[SOLVED] Can't acces LDAP through IPsec



  • Hello,

    I'm kinda new to pfSense and i didn't found any information on that so i decided to open a subject here :

    I have two pfsense connected with IPsec successfully. Each of them sharing some LAN network.

    I want my pfsense2 to be able to connect to a ldap server on the lan of the pfsense1 but it seems i can't reach it.

    If i try to make a ping from pfsense2 to the ldap server i can't acces it with the source address as Default. If i use the LAN card of my pfsense2 as the source IP it's working.

    So i'm guessing pfsense use a wrong IP as default (maybe wan address?) when he tries to connect to the LDAP server. How can i change this behavior ?

    I tried a nat rule but not working either. (the ldap IP is within the 172.20.0.0/16 subnet)



  • What about Windows firewall?



  • The firewall of the server is disabled, nothing is blocking on the server side i guess.

    The issue i think is how pfSense choose his IP to access to the server through IPsec. I already had a similar issue with others Firewall, they gave a command to set the IP the firewall should use to connect to a remote ldap server. Is pfSense able to do the same thing ?

    Regards,

    Alexandre.



  • For testing purposes what if you make all values in IPSec rule *



  • This is actually * (at least on the source)

    I can't see any trafic from the source pfsense on the remote pfsense.

    Seems like the source pfsense isn't sending the trafic on the IPSec tunnel at all when the trafic is originating from the default interface on the pfsense. Computer behind the source pfsense can't access properly to the remote network on the remote pfsense.
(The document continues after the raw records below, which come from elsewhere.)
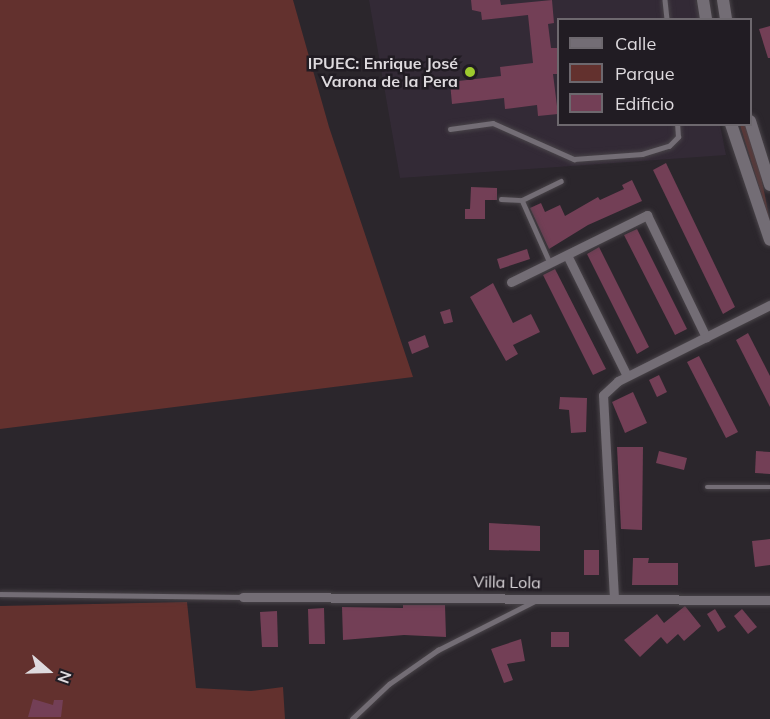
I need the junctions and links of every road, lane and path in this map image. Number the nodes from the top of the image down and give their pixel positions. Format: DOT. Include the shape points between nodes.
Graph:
graph roads {
  1 [pos="665,0"];
  2 [pos="703,0"];
  3 [pos="723,0"];
  4 [pos="667,18"];
  5 [pos="706,18"];
  6 [pos="726,18"];
  7 [pos="677,126"];
  8 [pos="733,126"];
  9 [pos="752,126"];
  10 [pos="450,129"];
  11 [pos="561,181"];
  12 [pos="770,185"];
  13 [pos="501,199"];
  14 [pos="522,200"];
  15 [pos="770,240"];
  16 [pos="567,255"];
  17 [pos="550,263"];
  18 [pos="511,282"];
  19 [pos="770,305"];
  20 [pos="706,337"];
  21 [pos="627,376"];
  22 [pos="707,487"];
  23 [pos="770,487"];
  24 [pos="0,594"];
  25 [pos="243,597"];
  26 [pos="542,597"];
  27 [pos="614,598"];
  28 [pos="770,600"];
  29 [pos="352,719"];
  1 -- 4 [label="lane"];
  2 -- 5 [label="main road"];
  3 -- 6 [label="main road"];
  7 -- 10 [label="lane" via="678,137 669,146 642,154 573,159 493,123"];
  8 -- 15 [label="main road"];
  9 -- 12 [label="main road"];
  11 -- 14 [label="lane"];
  13 -- 14 [label="lane"];
  14 -- 17 [label="lane"];
  16 -- 17 [label="street"];
  16 -- 20 [label="street" via="647,215"];
  16 -- 21 [label="street"];
  17 -- 18 [label="street"];
  19 -- 20 [label="street"];
  20 -- 21 [label="street"];
  21 -- 27 [label="street" via="609,388 601,402"];
  22 -- 23 [label="lane"];
  24 -- 25 [label="lane"];
  25 -- 26 [label="street, Villa Lola"];
  26 -- 27 [label="street, Villa Lola"];
  26 -- 29 [label="lane" via="438,650 389,684"];
  27 -- 28 [label="street, Villa Lola"];
}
    I'm able to ping the LDAP server when i specified the LAN interface from the pfSense. But i can't when i'm using the default one see :

    DEFAULT :

    LAN interface :


  • Rebel Alliance Developer Netgate

    https://doc.pfsense.org/index.php/Why_can't_I_query_SNMP,_use_syslog,_NTP,_or_other_services_initiated_by_the_firewall_itself_over_IPsec_VPN%3F

    Same idea, just reverse direction. Might also be able to work around it with a P2 for Firewall WAN IP<->IP of LDAP server



  • This is totally what i needed.

    It works perfectly.

    :)

    Thanks for your reply jimp.